== Aim of the exercise ==
All the data should be repeated exactly. Any image in it is left out.

== Extracted records ==
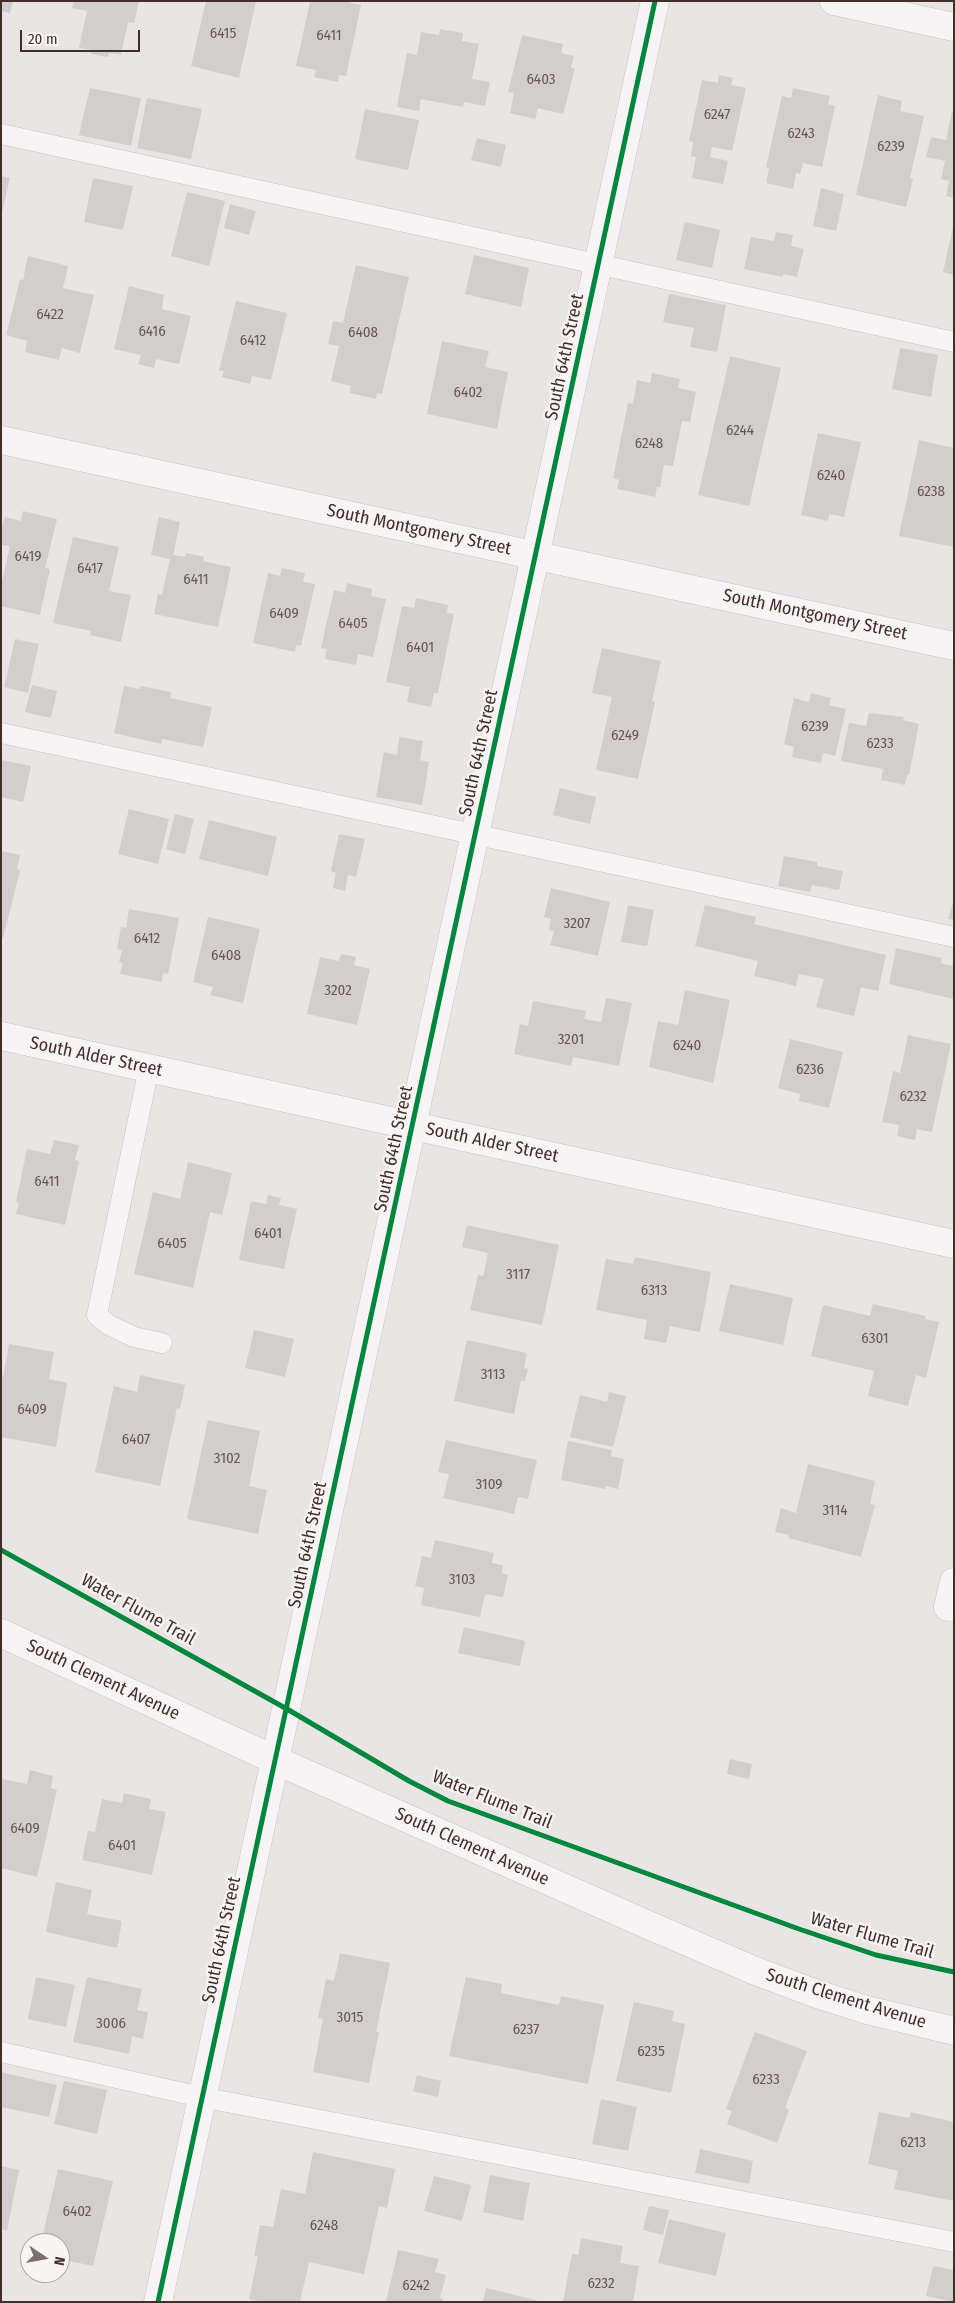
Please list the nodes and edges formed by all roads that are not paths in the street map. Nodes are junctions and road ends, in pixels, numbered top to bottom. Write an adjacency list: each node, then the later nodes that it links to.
1 (655, 1): 5 (street, South 64th Street)
2 (834, 1): 3 (street)
3 (954, 28)
4 (1, 134): 5 (lane)
5 (599, 264): 6 (lane); 8 (street, South 64th Street)
6 (954, 342)
7 (1, 440): 8 (street, South Montgomery Street)
8 (536, 555): 9 (street, South Montgomery Street); 11 (street, South 64th Street)
9 (954, 646)
10 (1, 732): 11 (lane)
11 (475, 835): 12 (lane); 15 (street, South 64th Street)
12 (954, 937)
13 (1, 1036): 14 (street, South Alder Street)
14 (149, 1068): 15 (street, South Alder Street); 17 (lane)
15 (413, 1126): 16 (street, South Alder Street); 19 (street, South 64th Street)
16 (954, 1244)
17 (162, 1343)
18 (1, 1633): 19 (street, South Clement Avenue)
19 (275, 1760): 20 (street, South Clement Avenue); 22 (street, South 64th Street)
20 (954, 2031)
21 (1, 2052): 22 (lane)
22 (201, 2096): 23 (lane); 24 (street, South 64th Street)
23 (954, 2242)
24 (158, 2302)

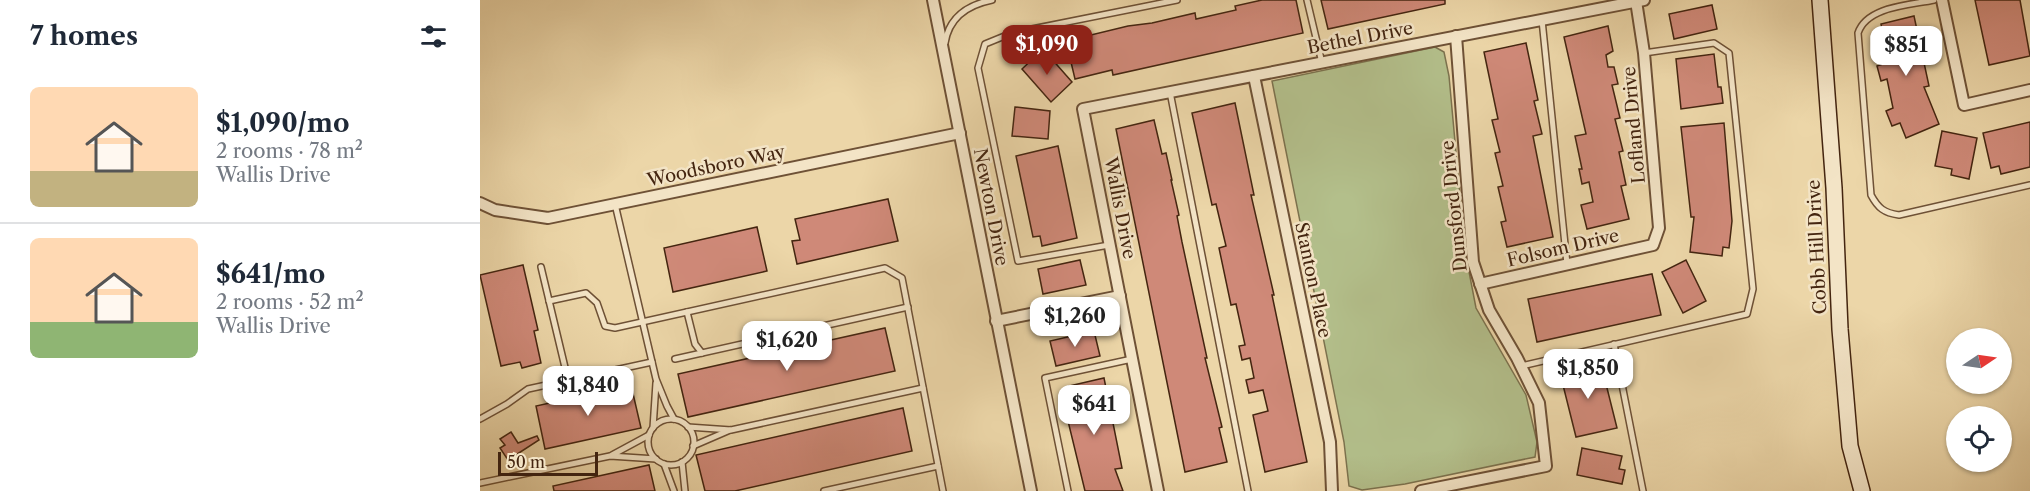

== Completed exercise ==
Please list the nodes and edges formed by all roads that are not paths in the street map. Nodes are junctions and road ends, in pixels, numbered top to bottom. Write an adjacency list: each node, then the later nodes that it links to.
1 (655, 1): 5 (street, South 64th Street)
2 (834, 1): 3 (street)
3 (954, 28)
4 (1, 134): 5 (lane)
5 (599, 264): 6 (lane); 8 (street, South 64th Street)
6 (954, 342)
7 (1, 440): 8 (street, South Montgomery Street)
8 (536, 555): 9 (street, South Montgomery Street); 11 (street, South 64th Street)
9 (954, 646)
10 (1, 732): 11 (lane)
11 (475, 835): 12 (lane); 15 (street, South 64th Street)
12 (954, 937)
13 (1, 1036): 14 (street, South Alder Street)
14 (149, 1068): 15 (street, South Alder Street); 17 (lane)
15 (413, 1126): 16 (street, South Alder Street); 19 (street, South 64th Street)
16 (954, 1244)
17 (162, 1343)
18 (1, 1633): 19 (street, South Clement Avenue)
19 (275, 1760): 20 (street, South Clement Avenue); 22 (street, South 64th Street)
20 (954, 2031)
21 (1, 2052): 22 (lane)
22 (201, 2096): 23 (lane); 24 (street, South 64th Street)
23 (954, 2242)
24 (158, 2302)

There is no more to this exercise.